## BRIEF:
Could you give the records below again exactly, without the pictures?

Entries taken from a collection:
━━━━━━━━
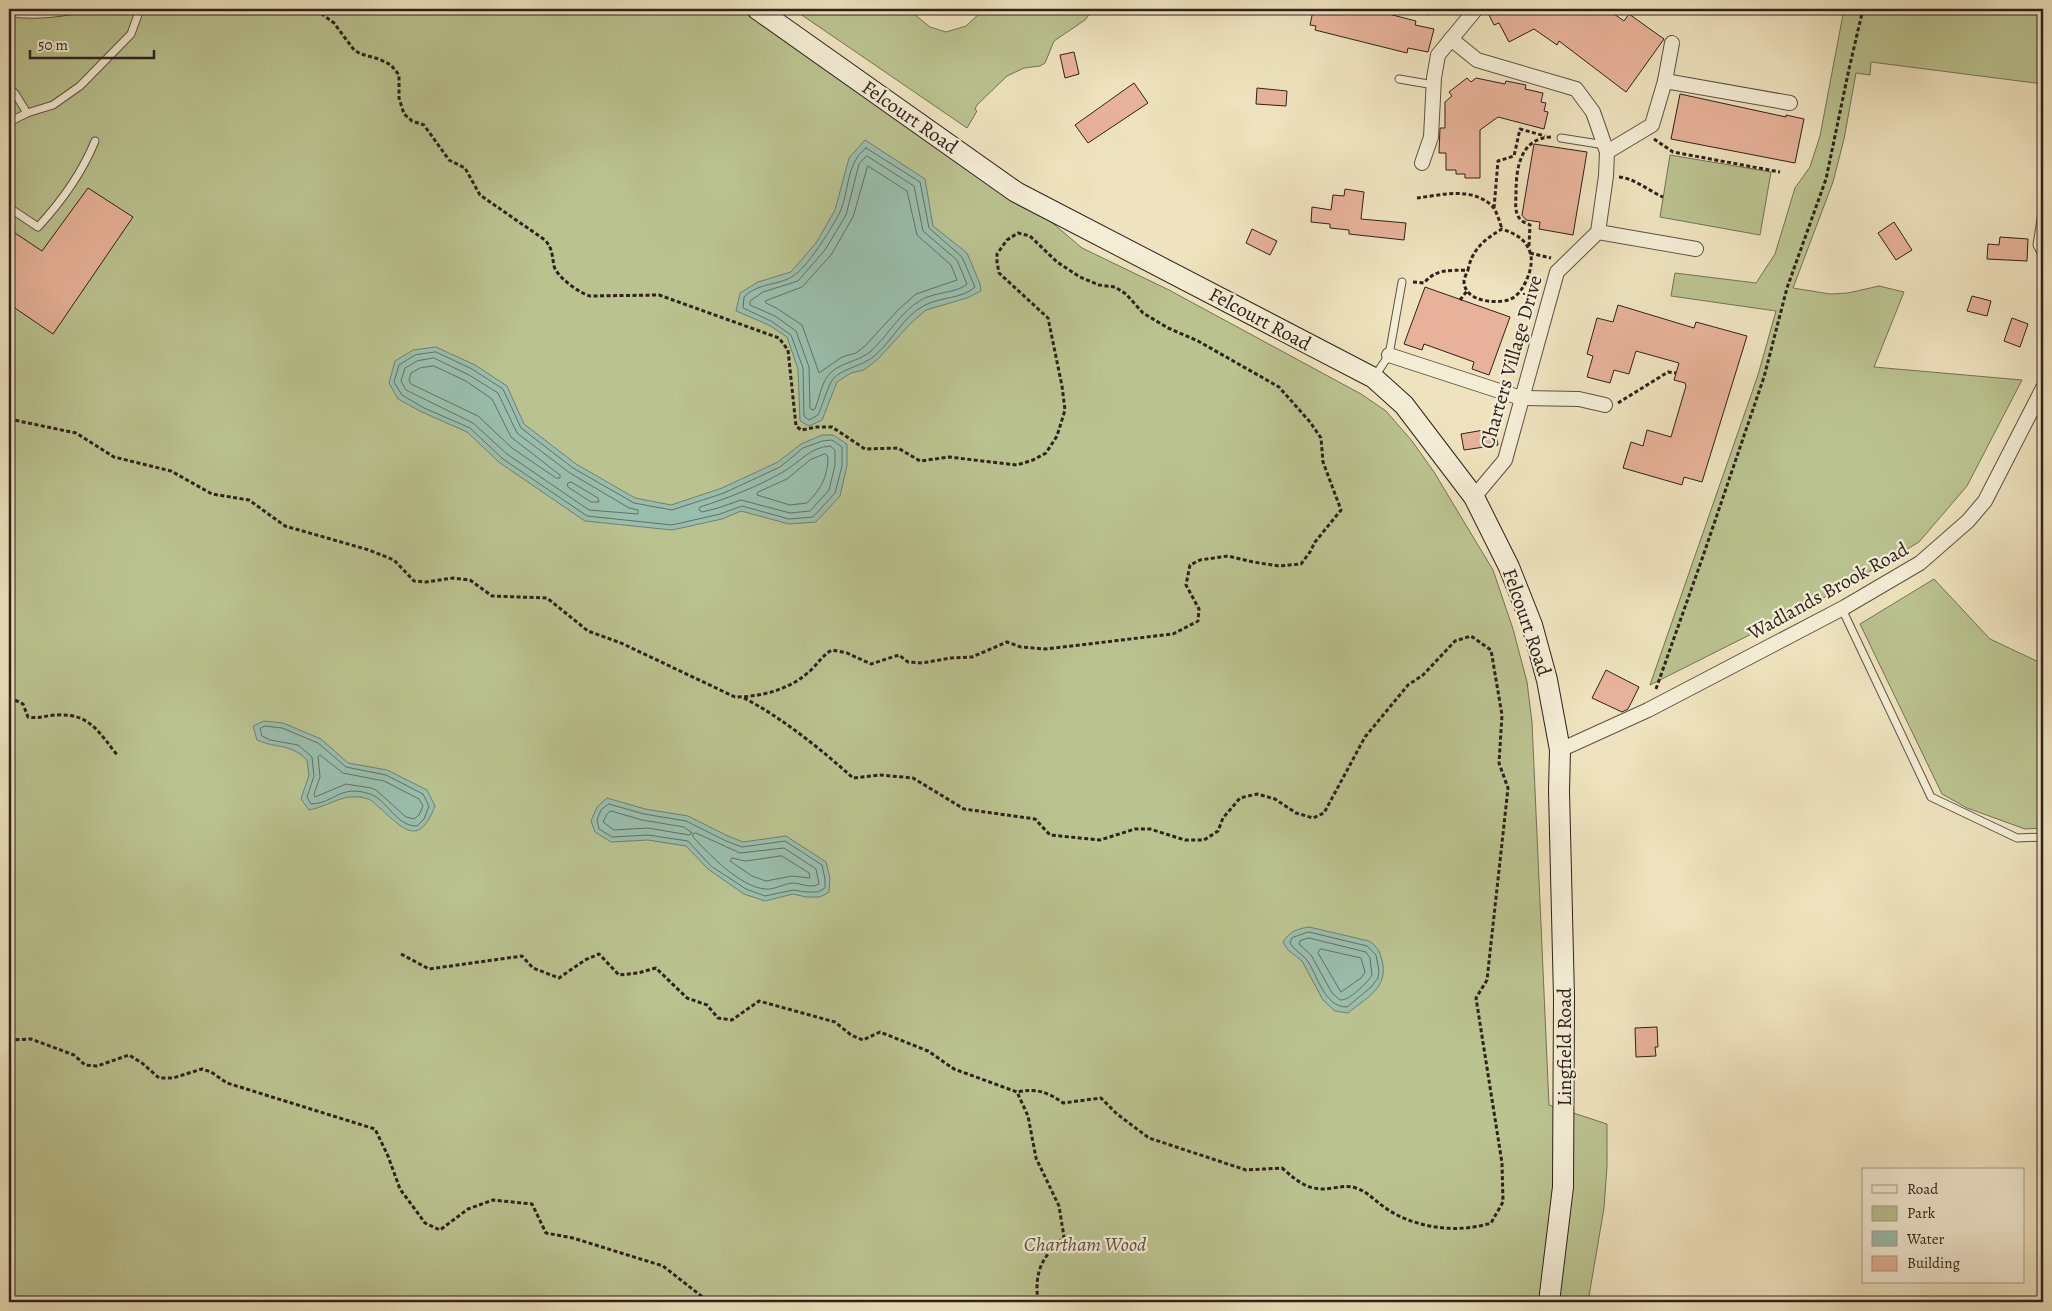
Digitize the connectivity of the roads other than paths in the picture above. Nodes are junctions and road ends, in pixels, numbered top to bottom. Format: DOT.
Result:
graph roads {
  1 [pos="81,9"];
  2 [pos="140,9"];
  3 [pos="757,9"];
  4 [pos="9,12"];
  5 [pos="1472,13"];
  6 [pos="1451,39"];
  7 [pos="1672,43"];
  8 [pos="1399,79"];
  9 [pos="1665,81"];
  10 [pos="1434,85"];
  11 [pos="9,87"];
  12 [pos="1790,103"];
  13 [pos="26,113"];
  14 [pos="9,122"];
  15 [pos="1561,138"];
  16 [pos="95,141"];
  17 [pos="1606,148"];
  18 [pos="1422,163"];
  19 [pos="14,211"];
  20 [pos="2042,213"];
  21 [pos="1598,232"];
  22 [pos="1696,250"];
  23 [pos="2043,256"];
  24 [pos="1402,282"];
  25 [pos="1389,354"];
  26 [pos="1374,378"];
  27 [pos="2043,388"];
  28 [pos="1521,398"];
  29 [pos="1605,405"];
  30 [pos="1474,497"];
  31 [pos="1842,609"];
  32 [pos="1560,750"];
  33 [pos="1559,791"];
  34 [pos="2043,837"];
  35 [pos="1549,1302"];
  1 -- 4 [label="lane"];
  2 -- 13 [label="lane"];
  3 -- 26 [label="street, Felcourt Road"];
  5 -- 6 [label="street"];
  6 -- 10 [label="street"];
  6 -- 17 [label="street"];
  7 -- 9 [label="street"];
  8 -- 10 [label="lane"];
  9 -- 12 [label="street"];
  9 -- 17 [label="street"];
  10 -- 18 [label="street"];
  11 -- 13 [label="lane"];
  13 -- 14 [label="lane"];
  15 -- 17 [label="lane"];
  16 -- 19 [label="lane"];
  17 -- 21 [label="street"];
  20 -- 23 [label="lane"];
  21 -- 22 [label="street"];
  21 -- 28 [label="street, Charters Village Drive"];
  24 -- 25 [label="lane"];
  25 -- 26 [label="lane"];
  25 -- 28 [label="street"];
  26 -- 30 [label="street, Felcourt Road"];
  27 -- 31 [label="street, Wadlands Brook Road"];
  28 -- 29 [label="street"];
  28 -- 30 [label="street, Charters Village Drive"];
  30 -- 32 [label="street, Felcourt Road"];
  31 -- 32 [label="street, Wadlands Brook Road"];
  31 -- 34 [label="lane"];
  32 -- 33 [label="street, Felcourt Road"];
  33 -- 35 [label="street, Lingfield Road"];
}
━━━━━━━━
## SOLVED PROBLEM:
Digitize the connectivity of the roads other than paths in the picture above. Nodes are junctions and road ends, in pixels, numbered top to bottom. Format: DOT.
Result:
graph roads {
  1 [pos="81,9"];
  2 [pos="140,9"];
  3 [pos="757,9"];
  4 [pos="9,12"];
  5 [pos="1472,13"];
  6 [pos="1451,39"];
  7 [pos="1672,43"];
  8 [pos="1399,79"];
  9 [pos="1665,81"];
  10 [pos="1434,85"];
  11 [pos="9,87"];
  12 [pos="1790,103"];
  13 [pos="26,113"];
  14 [pos="9,122"];
  15 [pos="1561,138"];
  16 [pos="95,141"];
  17 [pos="1606,148"];
  18 [pos="1422,163"];
  19 [pos="14,211"];
  20 [pos="2042,213"];
  21 [pos="1598,232"];
  22 [pos="1696,250"];
  23 [pos="2043,256"];
  24 [pos="1402,282"];
  25 [pos="1389,354"];
  26 [pos="1374,378"];
  27 [pos="2043,388"];
  28 [pos="1521,398"];
  29 [pos="1605,405"];
  30 [pos="1474,497"];
  31 [pos="1842,609"];
  32 [pos="1560,750"];
  33 [pos="1559,791"];
  34 [pos="2043,837"];
  35 [pos="1549,1302"];
  1 -- 4 [label="lane"];
  2 -- 13 [label="lane"];
  3 -- 26 [label="street, Felcourt Road"];
  5 -- 6 [label="street"];
  6 -- 10 [label="street"];
  6 -- 17 [label="street"];
  7 -- 9 [label="street"];
  8 -- 10 [label="lane"];
  9 -- 12 [label="street"];
  9 -- 17 [label="street"];
  10 -- 18 [label="street"];
  11 -- 13 [label="lane"];
  13 -- 14 [label="lane"];
  15 -- 17 [label="lane"];
  16 -- 19 [label="lane"];
  17 -- 21 [label="street"];
  20 -- 23 [label="lane"];
  21 -- 22 [label="street"];
  21 -- 28 [label="street, Charters Village Drive"];
  24 -- 25 [label="lane"];
  25 -- 26 [label="lane"];
  25 -- 28 [label="street"];
  26 -- 30 [label="street, Felcourt Road"];
  27 -- 31 [label="street, Wadlands Brook Road"];
  28 -- 29 [label="street"];
  28 -- 30 [label="street, Charters Village Drive"];
  30 -- 32 [label="street, Felcourt Road"];
  31 -- 32 [label="street, Wadlands Brook Road"];
  31 -- 34 [label="lane"];
  32 -- 33 [label="street, Felcourt Road"];
  33 -- 35 [label="street, Lingfield Road"];
}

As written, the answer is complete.